Left $u$ be a solution to free linear schrodinger equation $u_t=i\Delta u$. The momentum is defined as $$P(t)=Im \int_{\mathbb{R}^N} \overline{u}(x,t)\nabla u(x,t) dx $$ I want to prove the following equality $$ 4\pi\int _ {\mathbb{R}^N} |\widehat{u}(y,t)|^2y\ dy = 2P(t)$$ Where $\widehat{u}$ is the Fourier transform of $u$. I could not even start... please, any hint or idea would be very much appreciated.

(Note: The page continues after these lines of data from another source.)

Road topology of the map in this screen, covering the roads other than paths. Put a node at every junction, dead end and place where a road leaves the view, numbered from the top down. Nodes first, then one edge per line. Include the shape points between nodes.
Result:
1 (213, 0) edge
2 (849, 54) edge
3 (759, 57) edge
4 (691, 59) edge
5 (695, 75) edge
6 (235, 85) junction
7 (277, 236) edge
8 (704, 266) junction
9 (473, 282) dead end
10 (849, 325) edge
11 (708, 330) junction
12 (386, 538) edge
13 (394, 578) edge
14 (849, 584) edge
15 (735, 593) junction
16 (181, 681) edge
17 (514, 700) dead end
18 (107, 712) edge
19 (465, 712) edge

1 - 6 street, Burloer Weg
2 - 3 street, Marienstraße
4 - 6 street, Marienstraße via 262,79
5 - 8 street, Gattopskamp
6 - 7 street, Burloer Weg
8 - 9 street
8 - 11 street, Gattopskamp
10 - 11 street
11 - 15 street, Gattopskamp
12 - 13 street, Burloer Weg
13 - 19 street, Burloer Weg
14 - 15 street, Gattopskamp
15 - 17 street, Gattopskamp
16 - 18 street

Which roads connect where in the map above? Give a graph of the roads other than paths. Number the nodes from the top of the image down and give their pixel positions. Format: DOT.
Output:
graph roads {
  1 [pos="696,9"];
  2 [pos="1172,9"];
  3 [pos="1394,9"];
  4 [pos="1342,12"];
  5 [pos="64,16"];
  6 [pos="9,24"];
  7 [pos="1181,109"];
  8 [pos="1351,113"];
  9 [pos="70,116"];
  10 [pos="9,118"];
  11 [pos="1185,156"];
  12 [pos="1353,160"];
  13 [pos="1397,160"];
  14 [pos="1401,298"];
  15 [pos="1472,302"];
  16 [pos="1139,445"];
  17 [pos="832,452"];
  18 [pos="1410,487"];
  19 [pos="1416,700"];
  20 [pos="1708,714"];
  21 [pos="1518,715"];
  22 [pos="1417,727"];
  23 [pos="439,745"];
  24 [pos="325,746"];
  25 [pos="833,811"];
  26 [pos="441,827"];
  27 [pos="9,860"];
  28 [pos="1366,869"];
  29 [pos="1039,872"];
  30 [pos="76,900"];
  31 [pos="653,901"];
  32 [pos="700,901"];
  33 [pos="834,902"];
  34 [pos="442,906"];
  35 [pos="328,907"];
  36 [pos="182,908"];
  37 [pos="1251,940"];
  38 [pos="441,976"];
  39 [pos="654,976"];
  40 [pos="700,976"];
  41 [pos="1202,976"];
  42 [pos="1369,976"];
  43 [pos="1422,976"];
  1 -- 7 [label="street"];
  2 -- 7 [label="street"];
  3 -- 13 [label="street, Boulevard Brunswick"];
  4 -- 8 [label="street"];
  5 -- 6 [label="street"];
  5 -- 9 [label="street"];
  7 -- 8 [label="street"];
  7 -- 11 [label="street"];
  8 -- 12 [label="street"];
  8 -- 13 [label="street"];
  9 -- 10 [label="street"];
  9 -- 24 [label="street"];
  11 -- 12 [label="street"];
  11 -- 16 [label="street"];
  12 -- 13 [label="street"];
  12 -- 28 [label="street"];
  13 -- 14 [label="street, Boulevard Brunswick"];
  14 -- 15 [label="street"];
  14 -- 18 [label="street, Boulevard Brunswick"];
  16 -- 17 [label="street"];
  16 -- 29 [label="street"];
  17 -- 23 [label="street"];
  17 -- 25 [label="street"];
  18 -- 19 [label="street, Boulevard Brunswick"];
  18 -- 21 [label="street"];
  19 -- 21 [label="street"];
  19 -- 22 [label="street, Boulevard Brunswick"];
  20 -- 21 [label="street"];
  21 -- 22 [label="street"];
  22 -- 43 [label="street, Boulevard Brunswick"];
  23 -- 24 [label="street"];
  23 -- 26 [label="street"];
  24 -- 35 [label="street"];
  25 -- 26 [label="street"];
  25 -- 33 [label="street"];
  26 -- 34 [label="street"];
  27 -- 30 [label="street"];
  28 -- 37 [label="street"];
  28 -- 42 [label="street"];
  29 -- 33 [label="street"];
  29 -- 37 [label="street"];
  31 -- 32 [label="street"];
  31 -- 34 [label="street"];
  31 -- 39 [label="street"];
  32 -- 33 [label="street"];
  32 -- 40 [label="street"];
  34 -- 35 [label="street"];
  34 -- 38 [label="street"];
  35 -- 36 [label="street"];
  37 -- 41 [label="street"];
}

Thanks in advance.

Answer 1

I assume you define the Fourier transform by $$\mathcal{F}(u(x))(y) = \int_\mathbb{R^d} e^{ix \cdot y} u(x)\;dx.$$ In this case, you have the Fourier isomorphism identity $$\langle u, v \rangle = 2\pi \langle \hat u, \hat v \rangle$$ where $\langle \cdot, \cdot \rangle$ is the usual $L^2$ inner product $$\langle u, v \rangle = \int_{\mathbb{R}^d} u \overline{v}\;dx$$ If we also make use of the identity $\mathcal{F}(\nabla u(x))(y) = iy \hat u(y)$, then we find that $$P(t) = \Im \langle \nabla u, u \rangle = 2\pi \Im \langle iy \hat u, \hat u \rangle = 2\pi\Im i \int_{\mathbb{R}^d} y|\hat u(y, t)|^2\;dy = 2\pi \int_{\mathbb{R}^d} y |\hat u(y,t)|^2\;dy$$ at which point mutliplying by 2 gives the desired result.